Iran will not fall into the "trap" that the
Trump administration is attempting to set in order to force the
collapse of the 2015 nuclear deal, President Hassan Rouhani said on
Wednesday. The U.S. "ploy today is to behave in such a way as to
have Iran say 'I am walking away'" from the agreement, Rouhani
told his cabinet, according to the state-run Iranian Students News
Agency. Iran "needs to be aware not to fall into their
trap," he said. Rouhani's intervention came after the U.S. again
made clear its readiness to confront Iran and the accord that scaled
back its nuclear program in return for sanctions relief. On Monday,
it affirmed that the Islamic Republic has continued to meet the
agreement's conditions -- as required every three months -- but hours
later imposed new sanctions over what it called Iran's persistent
efforts to destabilize the Middle East. There is "a school of
thought in the administration" that wants to push Iran into
walking away from the deal, said Henry Smith, lead analyst on Iran
and the Middle East at the Dubai office of Control Risks, a research
group. "The motivation for that is to make Iran look like it's
at fault rather than" the U.S, he said. The White House is
conducting a broader review of policy toward the Islamic Republic.

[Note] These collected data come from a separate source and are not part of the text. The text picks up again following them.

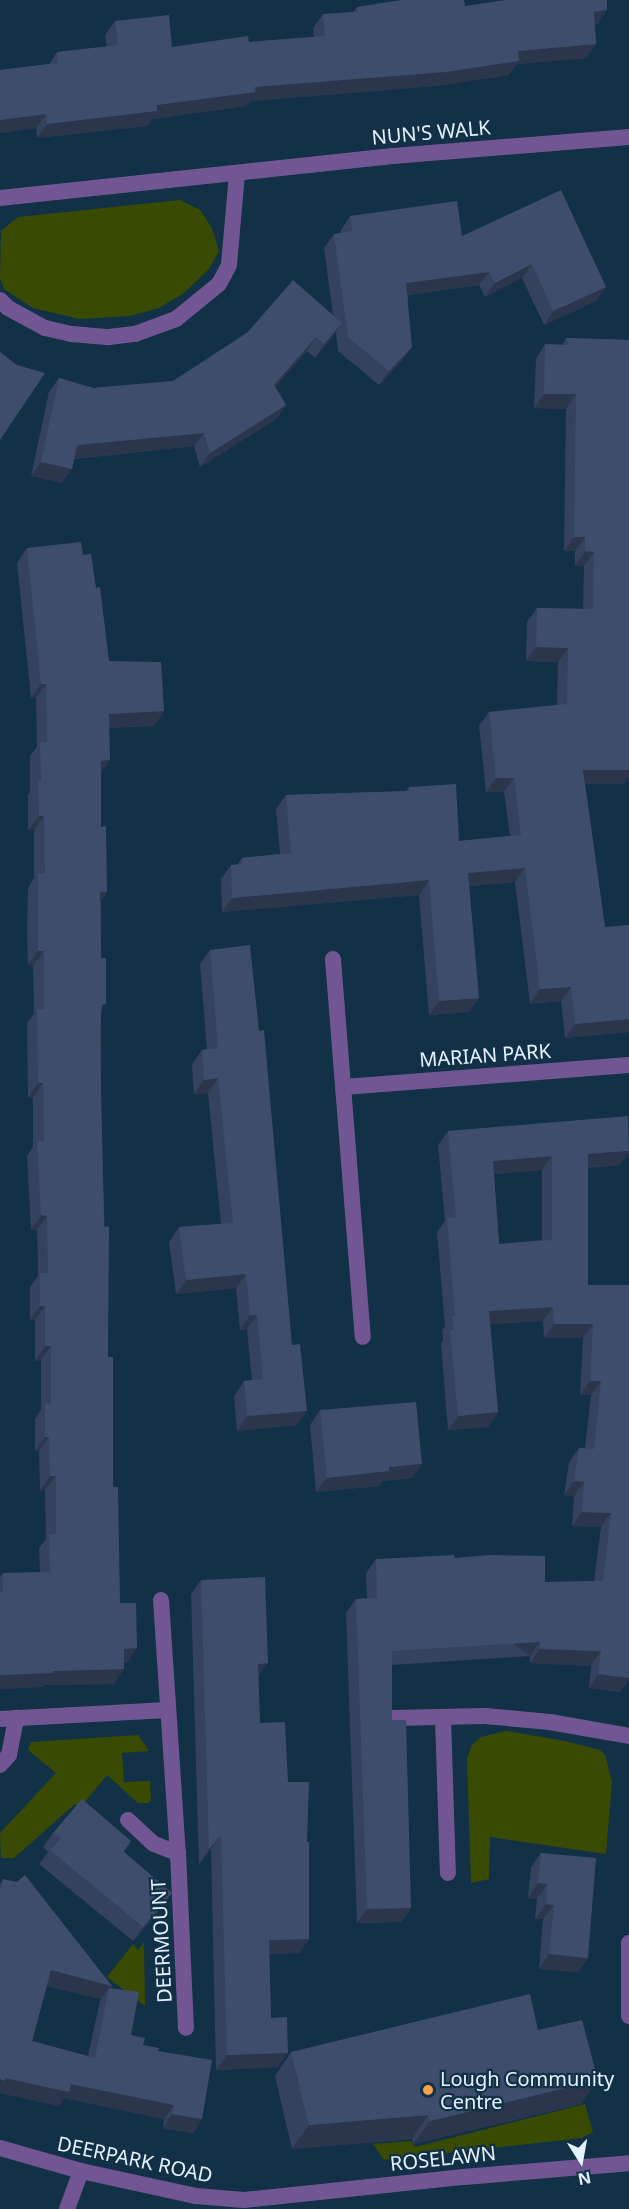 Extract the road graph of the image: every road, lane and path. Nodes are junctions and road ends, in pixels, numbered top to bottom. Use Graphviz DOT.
graph roads {
  1 [pos="629,137"];
  2 [pos="237,173"];
  3 [pos="0,198"];
  4 [pos="0,300"];
  5 [pos="333,959"];
  6 [pos="629,1065"];
  7 [pos="344,1087"];
  8 [pos="363,1337"];
  9 [pos="161,1600"];
  10 [pos="168,1710"];
  11 [pos="443,1717"];
  12 [pos="393,1718"];
  13 [pos="8,1719"];
  14 [pos="629,1736"];
  15 [pos="0,1766"];
  16 [pos="128,1820"];
  17 [pos="178,1853"];
  18 [pos="448,1872"];
  19 [pos="629,1942"];
  20 [pos="629,2008"];
  21 [pos="186,2028"];
  22 [pos="0,2148"];
  23 [pos="629,2163"];
  24 [pos="81,2171"];
  25 [pos="262,2199"];
  26 [pos="67,2209"];
  1 -- 2 [label="street, NUN'S WALK"];
  2 -- 3 [label="street, NUN'S WALK"];
  2 -- 4 [label="street"];
  5 -- 7 [label="street"];
  6 -- 7 [label="street, MARIAN PARK"];
  7 -- 8 [label="street"];
  9 -- 10 [label="street, DEERMOUNT"];
  10 -- 13 [label="street"];
  10 -- 17 [label="street, DEERMOUNT"];
  11 -- 12 [label="street"];
  11 -- 14 [label="street"];
  11 -- 18 [label="street"];
  13 -- 15 [label="street"];
  16 -- 17 [label="street, DEERMOUNT"];
  17 -- 21 [label="street, DEERMOUNT"];
  19 -- 20 [label="street"];
  22 -- 24 [label="street, DEERPARK ROAD"];
  23 -- 25 [label="street, ROSELAWN"];
  24 -- 25 [label="street, DEERPARK ROAD"];
  24 -- 26 [label="street"];
} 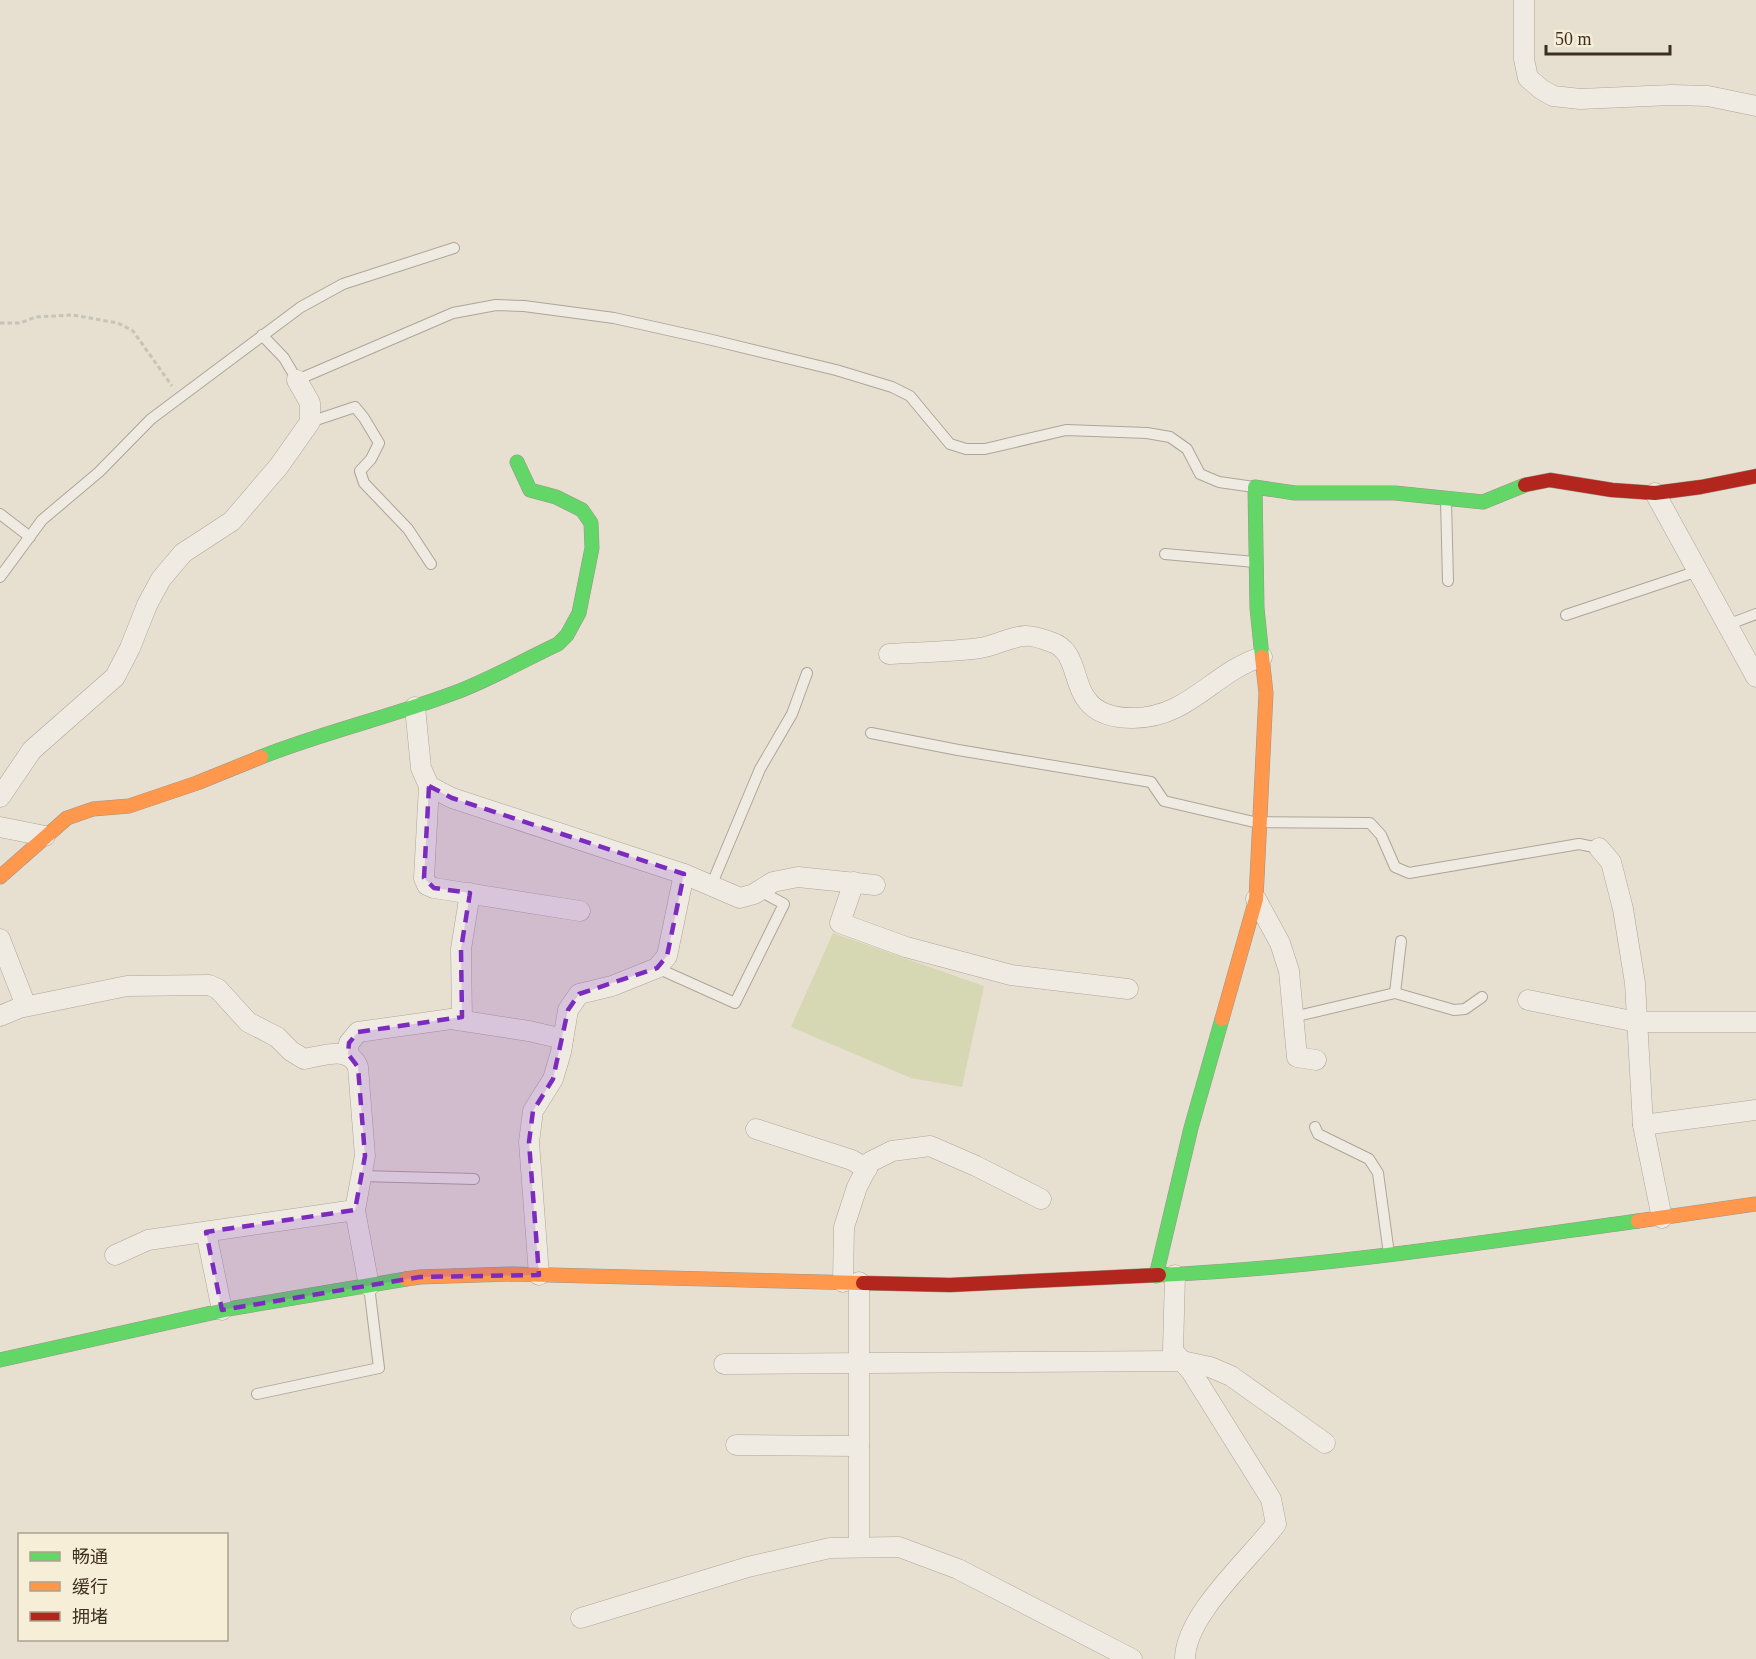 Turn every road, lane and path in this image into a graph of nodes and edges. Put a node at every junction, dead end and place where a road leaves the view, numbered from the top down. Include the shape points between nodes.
1 (1524, 0) edge
2 (1756, 106) edge
3 (454, 248) dead end
4 (0, 323) edge
5 (262, 335) junction
6 (297, 380) junction
7 (180, 397) junction
8 (310, 422) junction
9 (517, 462) dead end
10 (1756, 476) edge
11 (1255, 487) junction
12 (1655, 493) junction
13 (1446, 499) junction
14 (0, 514) edge
15 (30, 537) junction
16 (1165, 555) dead end
17 (1256, 562) junction
18 (431, 564) dead end
19 (1698, 571) junction
20 (0, 576) edge
21 (1448, 581) dead end
22 (1756, 614) edge
23 (1566, 615) dead end
24 (1727, 625) junction
25 (889, 654) dead end
26 (1262, 657) junction
27 (807, 673) dead end
28 (1756, 677) edge
29 (415, 707) junction
30 (871, 733) dead end
31 (429, 786) junction
32 (0, 797) edge
33 (1261, 822) junction
34 (0, 827) edge
35 (45, 836) junction
36 (1599, 848) joint
37 (684, 874) junction
38 (0, 877) edge
39 (854, 882) junction
40 (875, 885) dead end
41 (711, 886) junction
42 (759, 891) junction
43 (470, 893) junction
44 (1256, 899) junction
45 (580, 911) dead end
46 (0, 939) edge
47 (1401, 941) dead end
48 (657, 968) junction
49 (1128, 989) dead end
50 (1395, 993) junction
51 (1482, 997) dead end
52 (1528, 1000) dead end
53 (26, 1006) junction
54 (0, 1016) edge
55 (1293, 1017) junction
56 (462, 1020) junction
57 (1637, 1022) junction
58 (1756, 1022) edge
59 (563, 1040) junction
60 (348, 1054) junction
61 (1316, 1060) dead end
62 (1756, 1110) edge
63 (1643, 1125) junction
64 (1315, 1127) dead end
65 (756, 1129) dead end
66 (867, 1169) junction
67 (361, 1176) junction
68 (474, 1179) dead end
69 (1041, 1198) dead end
70 (1756, 1204) edge
71 (355, 1210) junction
72 (1662, 1218) junction
73 (206, 1232) junction
74 (1389, 1254) junction
75 (115, 1255) dead end
76 (539, 1275) junction
77 (1166, 1275) junction
78 (851, 1282) junction
79 (369, 1286) junction
80 (222, 1310) junction
81 (0, 1360) edge
82 (1182, 1360) junction
83 (860, 1363) junction
84 (724, 1364) dead end
85 (257, 1394) dead end
86 (1325, 1443) dead end
87 (736, 1445) dead end
88 (859, 1446) junction
89 (859, 1547) junction
90 (581, 1618) dead end
91 (1132, 1659) edge
92 (1185, 1659) edge

1 - 2 street via 1524,59 1528,78 1553,96 1708,96
3 - 5 lane via 343,285 301,307
4 - 7 path via 73,315 118,323 133,331
5 - 6 lane via 284,358
5 - 7 lane
6 - 8 street via 310,403
6 - 11 lane via 453,313 496,305 524,306 614,318 687,334 892,387 910,396 950,444 966,449 985,449 1066,430 1147,433 1170,437 1187,449 1200,474 1219,482
7 - 15 lane via 42,520
8 - 18 lane via 355,407 379,443 360,471 364,483 408,530
8 - 32 street via 232,521 183,553 161,579 115,677 32,750
9 - 29 street via 530,490 582,510 591,523 592,548 579,614 558,644 457,692
10 - 12 street
11 - 13 street via 1295,493 1395,493
11 - 17 street
12 - 13 street via 1550,480 1524,485 1483,502
12 - 19 street
13 - 21 lane
14 - 15 lane
15 - 20 lane
16 - 17 lane
17 - 26 street
19 - 23 lane
19 - 24 street
22 - 24 lane
24 - 28 street
25 - 26 street via 981,648 1024,636 1053,642 1067,652 1087,702 1103,714 1133,718 1165,713 1246,662
26 - 33 street via 1266,693
27 - 41 lane via 792,714 760,769
29 - 31 street via 421,768
29 - 35 street via 306,739 129,806 93,809 67,818
30 - 33 lane via 1150,782 1164,801
31 - 37 street via 452,798
31 - 43 street via 424,878 434,888
33 - 36 lane via 1370,823 1381,835 1395,867 1409,873 1579,844
33 - 44 street
34 - 35 street
35 - 38 street
36 - 57 street via 1611,862 1623,909
37 - 41 street
37 - 48 street via 667,956
39 - 40 street
39 - 42 street via 798,877 773,882
39 - 49 street via 840,923 906,947 1011,975
41 - 42 street via 740,898
42 - 48 lane via 784,904 735,1003
43 - 45 street
43 - 56 street via 460,949
44 - 55 street via 1280,943 1289,971
44 - 77 street via 1191,1128
46 - 53 street
47 - 50 lane
48 - 59 street via 579,994 568,1010
50 - 51 lane via 1454,1010 1465,1009
50 - 55 lane
52 - 57 street
53 - 54 street
53 - 60 street via 127,986 209,985 218,989 248,1022 277,1037 304,1059
55 - 61 street via 1297,1057
56 - 59 street
56 - 60 street via 358,1032 349,1043
57 - 58 street
57 - 63 street
59 - 76 street via 553,1079 532,1111 529,1142
60 - 67 street via 358,1067 365,1156
62 - 63 street
63 - 72 street
64 - 74 lane via 1318,1134 1369,1159 1378,1173
65 - 66 street via 852,1160
66 - 69 street via 870,1162 892,1151 930,1146
66 - 78 street via 844,1227
67 - 68 lane
67 - 71 street
70 - 72 street
71 - 73 street
71 - 79 street
72 - 74 street
73 - 75 street via 148,1240
73 - 80 street
74 - 77 street via 1232,1272
76 - 78 street
76 - 79 street via 420,1277
77 - 78 street via 950,1285
77 - 82 street via 1173,1351
78 - 83 street
79 - 80 street
79 - 85 lane via 379,1368
80 - 81 street
82 - 83 street
82 - 86 street via 1231,1376
82 - 92 street via 1271,1499 1276,1524 1201,1615 1185,1650
83 - 84 street
83 - 88 street
87 - 88 street
88 - 89 street
89 - 90 street via 830,1548 748,1567
89 - 91 street via 899,1547 958,1569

The head of Iran's Revolutionary Guards said on
Wednesday Washington should move its bases and avoid "miscalculations"
over new sanctions against Tehran, Iranian agencies reported.
The Trump administration imposed the new sanctions on Tuesday
over Iran's ballistic missile program and said Tehran's "malign
activities" in the Middle East undercut any positive contributions
coming from the 2015 nuclear accord. Iran says its program to
develop ballistic missiles is defensive and does not violate the
nuclear accord. "If the United States wants to pursue
sanctions against Iran's defenses and the Guards, then it has to move
its regional bases to a distance of about 1,000 km (620 miles) around
Iran and be aware that it would pay a high price for any
miscalculations," Tasnim and other news agencies quoted Guards
commander Mohammad Ali Jafari as saying. The Pentagon said it
was not planning on its moving bases.
SYRIA CONFLICT
It has never been a particularly well-kept secret that
Israel has conducted clandestine airstrikes in Syrian territory over
recent years. But this week, Benjamin Netanyahu seemed to not only
admit that these strikes had occurred, but that they had occurred
"dozens" of times. The Israeli prime minister made this
admission accidentally - all thanks to a hot mic. Netanyahu's remarks
came during a meeting with Eastern European leaders in Budapest on
Wednesday. Although the meeting occurred behind closed doors, the
Israeli leader's microphone remained on and his voice was transmitted
to headphones given to reporters earlier. Speaking to the leaders of
Hungary, the Czech Republic, Poland and Slovakia, Netanyahu said
Israel had specifically targeted Iranian weapons shipments to the
Lebanese militia Hezbollah in Syria, where Hezbollah is helping
bolster Syrian President Bashar al-Assad's forces in the ongoing
civil war.
FOREIGN AFFAIRS
Kuwait said Thursday it is shutting the Iranian cultural
mission to the country and calling for a reduction in the number of
Iranian diplomats stationed there, deepening a rift between the Gulf
Arab states and Tehran. The official Kuwait News Agency announced the
move in a brief statement Thursday. It linked the decision to the
case of a terrorist cell broken up in 2015 that authorities allege
had contacts with Iran and the Lebanese Shiite militant group
Hezbollah. The Iranian ambassador to Kuwait has been notified of the
decision, the news agency, known as KUNA, reported. Iranian state
television and other news agencies in the Islamic Republic quickly
reported the news, citing Arab media. Embassy staff and officials in
Tehran did not immediately respond to requests for comment. The 2015
case centers on a group of 26 people known as the al-Abdali cell
whose arrests for links to Shiite powerhouse Iran touched on
sensitive sectarian issues in Kuwait, a Sunni-majority country.
MILITARY MATTERS
An Iranian Kurdish journalist reported in an interview
with Al Arabiya that the Iranian Revolutionary Guard forces in Iran's
Kurdistan and its recruiting forces, known as the Basij, received
orders to launch a recruitment campaign in preparation for a possible
war against the Kurdistan region in the event of its independence.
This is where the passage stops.